Sobreveio sentença de improcedência do pedido, porquanto a sofisticação da adulteração elidiria a responsabilidade do estabelecimento bancário, bem como a adulteração não poderia ser atribuída ao Laboratório, o qual não cometera nenhum ato ilícito ao colocar o título em circulação (fls. 237-240).
O Tribunal estadual negou provimento aos recursos, em acórdão assim ementado (fls. 303-315):
1. Os títulos de crédito possuem ampla negociabilidade cambial, podendo ser transmitidos para terceiros desconhecidos, sem qualquer vedação.
2. Inexistindo culpa do banco, mas dolo de terceiro, há a isenção de responsabilidade da instituição financeira, em conformidade com o artigo 14, 3º, inciso II, do Código de Defesa do Consumidor.
3 - Mantêm-se os honorários advocatícios em R$ 600,00 (seiscentos reais), vez que se trata de ação ajuizada em agosto de 2004, sobre matéria que não se revelou complexa, estando condizente, portanto, com o trabalho realizado, além de atender aos requisitos das alíneas a a, b e c, do 3º, do artigo 20 do CPC.
Nas razões do recurso especial interposto com base nas alíneas a e c do permissivo constitucional, foi alegado dissídio jurisprudencial e violação dos arts. 333, II, do CPC e 6º, VIII, do CDC.
Sustentou o recorrente, em suma: a) a necessidade de realização da prova pericial para comprovação da sofisticação da adulteração do cheque, o que deveria ficar a cargo do Banco, em virtude da inversão do ônus da prova; b) a elisão da responsabilidade da instituição financeira somente se daria na hipótese de culpa exclusiva do correntista, nos termos da Súmula 28 do STF, e não na de culpa exclusiva de terceiro (fls. 318-326).
Foram oferecidas contrarrazões ao recurso (fls. 347-351), admitido pela instância ordinária (fls. 365-367).
É o relatório.
RELATOR | : | MINISTRO LUIS FELIPE SALOMAO |
RECORRENTE | : | DENISE DYBAS DIAS |
ADVOGADOS | : | APARECIDO JOSÉ DA SILVA E OUTRO (S) |
JANAINA CHUEIRY DE OLIVEIRA | ||
RECORRIDO | : | HSBC BANK BRASIL S/A BANCO MÚLTIPLO |
ADVOGADO | : | DOUGLAS DOS SANTOS E OUTRO (S) |
RECORRIDO | : | LABORATÓRIO DE ANÁLISES CLÍNICAS SANTA CRUZ S/C LTDA E OUTRO |
ADVOGADO | : | CHARLES ERVIN DREHMER E OUTRO (S) |
EMENTA
PROCESSO CIVIL. RESPONSABILIDADE CIVIL. RECURSO ESPECIAL. PROVA PERICIAL. PRINCÍPIO DO LIVRE CONVENCIMENTO MOTIVADO. CHEQUE COM ADULTERAÇAO SOFISTICADA. FALSO HÁBIL. CASO FORTUITO INTERNO. CARACTERIZAÇAO DA RESPONSABILIDADE OBJETIVA DA INSTITUIÇAO FINANCEIRA. DANOS MATERIAIS E MORAIS INDENIZÁVEIS.
1. A finalidade da prova é o convencimento do juiz, sendo este o seu direto e principal destinatário.
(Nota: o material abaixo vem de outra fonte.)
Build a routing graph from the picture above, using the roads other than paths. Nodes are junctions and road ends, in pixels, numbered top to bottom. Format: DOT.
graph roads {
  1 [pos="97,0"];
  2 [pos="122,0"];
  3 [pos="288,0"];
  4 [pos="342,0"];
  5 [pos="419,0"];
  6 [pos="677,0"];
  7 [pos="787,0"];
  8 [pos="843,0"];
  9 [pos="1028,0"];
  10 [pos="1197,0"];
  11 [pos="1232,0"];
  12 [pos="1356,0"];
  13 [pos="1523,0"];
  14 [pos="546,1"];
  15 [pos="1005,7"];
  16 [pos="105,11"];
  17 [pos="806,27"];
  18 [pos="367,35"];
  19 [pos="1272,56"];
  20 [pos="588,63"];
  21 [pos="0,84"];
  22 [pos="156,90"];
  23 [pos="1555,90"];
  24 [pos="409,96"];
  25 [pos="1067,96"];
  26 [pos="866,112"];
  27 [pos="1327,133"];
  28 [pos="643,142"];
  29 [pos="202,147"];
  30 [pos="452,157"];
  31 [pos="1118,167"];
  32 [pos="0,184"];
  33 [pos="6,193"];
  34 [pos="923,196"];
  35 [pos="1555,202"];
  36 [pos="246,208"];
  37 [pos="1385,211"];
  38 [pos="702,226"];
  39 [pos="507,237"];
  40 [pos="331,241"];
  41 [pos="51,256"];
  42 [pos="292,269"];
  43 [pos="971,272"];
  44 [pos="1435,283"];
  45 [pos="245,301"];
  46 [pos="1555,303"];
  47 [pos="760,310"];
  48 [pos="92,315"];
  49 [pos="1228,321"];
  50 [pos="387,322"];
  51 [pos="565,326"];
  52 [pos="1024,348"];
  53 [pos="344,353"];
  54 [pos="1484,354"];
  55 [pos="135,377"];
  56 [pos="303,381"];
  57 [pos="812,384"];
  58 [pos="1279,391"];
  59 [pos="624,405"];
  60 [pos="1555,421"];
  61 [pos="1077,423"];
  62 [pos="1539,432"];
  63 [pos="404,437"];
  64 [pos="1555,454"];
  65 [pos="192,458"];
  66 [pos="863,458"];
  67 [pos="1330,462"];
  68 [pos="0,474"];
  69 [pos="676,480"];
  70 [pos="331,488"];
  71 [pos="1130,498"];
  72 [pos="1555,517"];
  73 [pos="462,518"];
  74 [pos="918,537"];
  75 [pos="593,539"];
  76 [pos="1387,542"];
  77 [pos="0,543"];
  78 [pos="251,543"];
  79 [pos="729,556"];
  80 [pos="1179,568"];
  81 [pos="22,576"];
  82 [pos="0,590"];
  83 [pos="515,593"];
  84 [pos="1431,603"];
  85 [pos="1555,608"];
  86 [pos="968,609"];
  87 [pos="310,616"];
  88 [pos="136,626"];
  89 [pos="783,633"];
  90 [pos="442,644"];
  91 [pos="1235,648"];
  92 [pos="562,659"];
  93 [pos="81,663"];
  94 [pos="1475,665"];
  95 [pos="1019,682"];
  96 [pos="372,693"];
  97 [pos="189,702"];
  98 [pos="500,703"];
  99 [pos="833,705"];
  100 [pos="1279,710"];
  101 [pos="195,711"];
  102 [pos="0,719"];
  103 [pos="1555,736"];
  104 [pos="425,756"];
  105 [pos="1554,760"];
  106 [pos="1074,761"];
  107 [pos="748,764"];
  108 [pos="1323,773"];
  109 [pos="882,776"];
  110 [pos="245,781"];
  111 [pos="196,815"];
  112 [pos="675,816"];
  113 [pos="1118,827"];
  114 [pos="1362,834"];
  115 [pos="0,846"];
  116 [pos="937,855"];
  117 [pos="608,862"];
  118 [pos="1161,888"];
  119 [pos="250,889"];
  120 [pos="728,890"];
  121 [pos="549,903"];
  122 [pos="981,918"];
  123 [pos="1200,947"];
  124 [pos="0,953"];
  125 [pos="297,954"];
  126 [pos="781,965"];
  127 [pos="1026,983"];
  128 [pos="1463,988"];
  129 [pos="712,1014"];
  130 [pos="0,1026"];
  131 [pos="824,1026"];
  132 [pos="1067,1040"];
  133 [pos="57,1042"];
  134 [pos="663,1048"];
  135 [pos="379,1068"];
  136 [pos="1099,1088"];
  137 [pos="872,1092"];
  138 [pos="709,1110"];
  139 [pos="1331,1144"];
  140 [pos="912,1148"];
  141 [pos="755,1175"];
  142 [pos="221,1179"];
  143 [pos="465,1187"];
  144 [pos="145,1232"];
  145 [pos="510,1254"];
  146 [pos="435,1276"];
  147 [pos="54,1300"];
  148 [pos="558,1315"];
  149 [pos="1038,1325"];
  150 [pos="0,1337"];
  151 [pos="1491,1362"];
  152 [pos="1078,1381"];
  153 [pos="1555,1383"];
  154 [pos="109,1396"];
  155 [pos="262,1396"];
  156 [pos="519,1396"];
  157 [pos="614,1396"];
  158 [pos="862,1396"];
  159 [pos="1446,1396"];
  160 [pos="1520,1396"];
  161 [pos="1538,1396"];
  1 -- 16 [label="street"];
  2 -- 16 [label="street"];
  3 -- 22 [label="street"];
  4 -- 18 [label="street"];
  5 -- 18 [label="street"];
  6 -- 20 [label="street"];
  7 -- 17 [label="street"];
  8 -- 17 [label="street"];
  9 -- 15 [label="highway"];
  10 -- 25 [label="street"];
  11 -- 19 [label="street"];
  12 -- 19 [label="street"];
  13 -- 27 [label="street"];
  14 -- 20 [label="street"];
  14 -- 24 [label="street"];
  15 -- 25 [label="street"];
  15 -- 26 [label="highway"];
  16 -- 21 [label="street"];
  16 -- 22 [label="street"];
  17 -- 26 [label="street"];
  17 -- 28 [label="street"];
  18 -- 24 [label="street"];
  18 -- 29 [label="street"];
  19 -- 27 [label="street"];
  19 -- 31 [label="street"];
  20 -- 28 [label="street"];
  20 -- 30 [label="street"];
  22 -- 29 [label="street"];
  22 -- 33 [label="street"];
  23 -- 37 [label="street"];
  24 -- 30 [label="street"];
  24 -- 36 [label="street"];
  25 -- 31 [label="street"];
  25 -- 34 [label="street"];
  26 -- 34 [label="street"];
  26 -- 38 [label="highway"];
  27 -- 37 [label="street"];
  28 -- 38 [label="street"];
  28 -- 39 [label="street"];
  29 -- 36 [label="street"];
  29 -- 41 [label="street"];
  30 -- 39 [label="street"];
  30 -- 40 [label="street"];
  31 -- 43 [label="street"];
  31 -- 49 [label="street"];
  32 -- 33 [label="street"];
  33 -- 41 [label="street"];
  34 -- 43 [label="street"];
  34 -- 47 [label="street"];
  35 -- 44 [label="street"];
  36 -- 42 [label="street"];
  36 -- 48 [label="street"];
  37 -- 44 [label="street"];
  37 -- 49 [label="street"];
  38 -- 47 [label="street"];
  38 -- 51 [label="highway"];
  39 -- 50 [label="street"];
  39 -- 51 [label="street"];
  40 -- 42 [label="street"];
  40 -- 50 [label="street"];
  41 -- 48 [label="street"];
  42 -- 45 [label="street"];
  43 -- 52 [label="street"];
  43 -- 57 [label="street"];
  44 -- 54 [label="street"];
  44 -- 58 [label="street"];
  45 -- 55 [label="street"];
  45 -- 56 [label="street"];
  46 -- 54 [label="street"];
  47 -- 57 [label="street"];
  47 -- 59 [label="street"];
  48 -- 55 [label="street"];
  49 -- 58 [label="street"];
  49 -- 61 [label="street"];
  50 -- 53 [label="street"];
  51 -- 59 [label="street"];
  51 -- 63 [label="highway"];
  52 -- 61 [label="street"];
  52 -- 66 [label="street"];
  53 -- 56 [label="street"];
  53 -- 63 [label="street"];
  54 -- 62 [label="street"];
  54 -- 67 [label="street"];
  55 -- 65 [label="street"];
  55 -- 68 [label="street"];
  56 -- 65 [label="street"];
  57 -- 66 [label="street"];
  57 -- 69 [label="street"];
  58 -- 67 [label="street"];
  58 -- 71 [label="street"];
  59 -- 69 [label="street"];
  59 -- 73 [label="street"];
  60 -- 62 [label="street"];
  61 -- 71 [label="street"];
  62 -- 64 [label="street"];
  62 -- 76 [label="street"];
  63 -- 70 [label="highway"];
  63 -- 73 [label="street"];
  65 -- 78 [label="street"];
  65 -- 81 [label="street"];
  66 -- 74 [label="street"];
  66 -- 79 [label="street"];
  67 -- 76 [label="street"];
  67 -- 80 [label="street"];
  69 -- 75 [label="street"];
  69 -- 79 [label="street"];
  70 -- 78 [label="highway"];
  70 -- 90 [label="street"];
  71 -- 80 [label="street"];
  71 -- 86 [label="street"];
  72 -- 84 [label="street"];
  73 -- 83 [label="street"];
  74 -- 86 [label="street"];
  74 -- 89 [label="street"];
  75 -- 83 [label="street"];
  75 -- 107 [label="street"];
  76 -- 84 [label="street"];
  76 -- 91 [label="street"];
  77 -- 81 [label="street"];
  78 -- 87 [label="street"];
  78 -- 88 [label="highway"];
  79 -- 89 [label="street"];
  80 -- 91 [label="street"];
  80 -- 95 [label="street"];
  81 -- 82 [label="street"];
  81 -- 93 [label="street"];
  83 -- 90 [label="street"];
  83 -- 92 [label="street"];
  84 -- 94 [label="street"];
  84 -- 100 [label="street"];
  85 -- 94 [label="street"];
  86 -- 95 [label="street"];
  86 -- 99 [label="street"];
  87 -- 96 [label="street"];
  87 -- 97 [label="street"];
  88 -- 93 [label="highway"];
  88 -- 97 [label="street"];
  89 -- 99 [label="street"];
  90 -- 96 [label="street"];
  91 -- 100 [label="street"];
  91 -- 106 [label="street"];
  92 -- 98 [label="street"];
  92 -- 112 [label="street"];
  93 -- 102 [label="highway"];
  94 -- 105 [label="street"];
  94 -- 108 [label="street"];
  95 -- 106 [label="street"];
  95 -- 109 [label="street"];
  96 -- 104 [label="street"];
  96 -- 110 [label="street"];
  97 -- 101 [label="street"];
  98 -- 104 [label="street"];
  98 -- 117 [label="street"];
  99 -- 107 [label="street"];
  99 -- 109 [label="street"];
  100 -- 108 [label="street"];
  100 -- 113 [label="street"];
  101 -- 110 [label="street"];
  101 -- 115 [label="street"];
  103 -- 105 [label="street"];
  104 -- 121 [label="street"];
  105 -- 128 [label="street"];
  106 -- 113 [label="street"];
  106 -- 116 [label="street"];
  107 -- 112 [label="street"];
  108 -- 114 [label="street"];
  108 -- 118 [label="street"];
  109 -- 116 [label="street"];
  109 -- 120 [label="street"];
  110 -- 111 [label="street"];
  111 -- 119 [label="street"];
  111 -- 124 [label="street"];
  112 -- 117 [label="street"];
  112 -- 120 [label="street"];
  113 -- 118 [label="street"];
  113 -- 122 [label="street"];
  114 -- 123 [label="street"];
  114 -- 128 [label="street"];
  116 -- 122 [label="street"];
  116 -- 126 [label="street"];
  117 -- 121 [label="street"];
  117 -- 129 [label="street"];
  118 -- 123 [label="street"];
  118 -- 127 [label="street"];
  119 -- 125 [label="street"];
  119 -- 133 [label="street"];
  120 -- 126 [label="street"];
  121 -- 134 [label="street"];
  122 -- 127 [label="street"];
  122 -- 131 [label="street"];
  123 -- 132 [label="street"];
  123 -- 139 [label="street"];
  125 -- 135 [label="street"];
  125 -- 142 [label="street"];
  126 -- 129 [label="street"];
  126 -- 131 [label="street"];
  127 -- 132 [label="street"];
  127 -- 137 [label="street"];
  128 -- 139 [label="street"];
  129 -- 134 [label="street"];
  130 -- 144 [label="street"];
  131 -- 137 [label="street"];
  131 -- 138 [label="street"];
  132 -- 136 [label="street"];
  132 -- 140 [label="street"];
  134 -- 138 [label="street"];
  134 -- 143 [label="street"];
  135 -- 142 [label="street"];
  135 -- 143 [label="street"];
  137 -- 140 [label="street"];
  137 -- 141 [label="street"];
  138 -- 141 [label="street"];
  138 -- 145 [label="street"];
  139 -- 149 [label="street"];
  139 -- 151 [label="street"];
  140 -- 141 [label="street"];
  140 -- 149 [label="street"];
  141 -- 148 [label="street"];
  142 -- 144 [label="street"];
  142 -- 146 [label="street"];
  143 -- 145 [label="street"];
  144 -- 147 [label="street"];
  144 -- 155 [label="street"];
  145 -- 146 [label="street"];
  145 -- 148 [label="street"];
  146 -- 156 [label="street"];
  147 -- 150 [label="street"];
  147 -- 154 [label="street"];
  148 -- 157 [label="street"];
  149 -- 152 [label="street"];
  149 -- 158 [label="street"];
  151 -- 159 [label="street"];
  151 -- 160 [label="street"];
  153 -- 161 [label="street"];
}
Por isso que, sempre que constatar que o acervo documental é suficiente para nortear e instruir seu entendimento, assiste-lhe o poder-dever de julgar a lide antecipadamente, sendo forçoso concluir que o seu livre convencimento é a bússola norteadora da necessidade ou não de produção de quaisquer provas que entender pertinentes ao julgamento da lide (art. 330, I, do CPC). Precedentes.
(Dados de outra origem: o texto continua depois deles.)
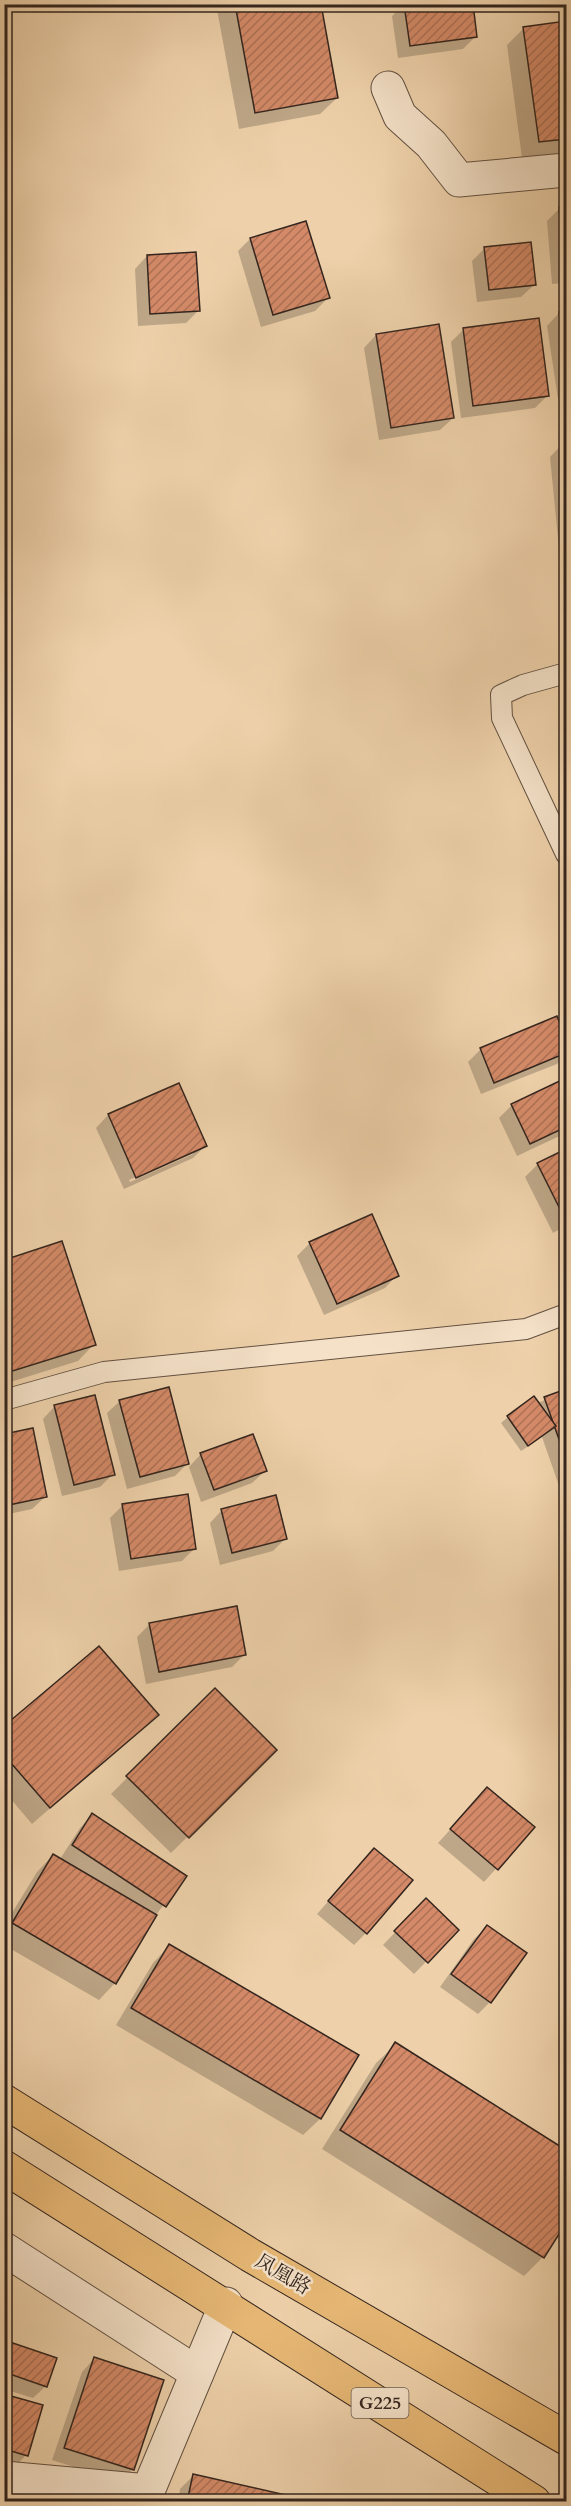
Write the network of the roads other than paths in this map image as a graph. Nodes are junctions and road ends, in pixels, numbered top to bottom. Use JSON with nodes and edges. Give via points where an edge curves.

2. No que tange ao "falso hábil", assim entendido aquele cuja falsidade é perceptível "somente com aparelhos especializados de grafotécnica, por meio de gramafenia em que se detectem, e.g. , morfogêneses gráficas, inclinações axiais, dinamismos gráficos (pressão e velocidade), pontos de ataque e remate, valores angulares e curvilíneos" (ALVES, Vilson Rodrigues. Responsabilidade civil dos estabelecimentos bancários . Campinas: Editora Servanda, 2005, v.1, p. 284), abrem-se três possibilidades: (i) a inexistência de culpa do correntista; (ii) culpa exclusiva do cliente; (iii) culpa concorrente.
3. "As instituições bancárias respondem objetivamente pelos danos causados por fraudes ou delitos praticados por terceiros - como, por exemplo, abertura de conta-corrente ou recebimento de empréstimos mediante fraude ou utilização de documentos falsos -, porquanto tal responsabilidade decorre do risco do empreendimento, caracterizando-se como fortuito interno." (REsp 1.199.782/PR, Rel. Ministro Luis Felipe Salomão, julgado pela Segunda Seção, em 24/08/2011 sob o rito previsto no art. 543-C do CPC, DJe 12/09/2011)
4. No caso, não há se afastar a responsabilidade objetiva da instituição financeira quando inexistente culpa do correntista, por se tratar de caso fortuito interno, assistindo à recorrente o direito à indenização por danos materiais e morais.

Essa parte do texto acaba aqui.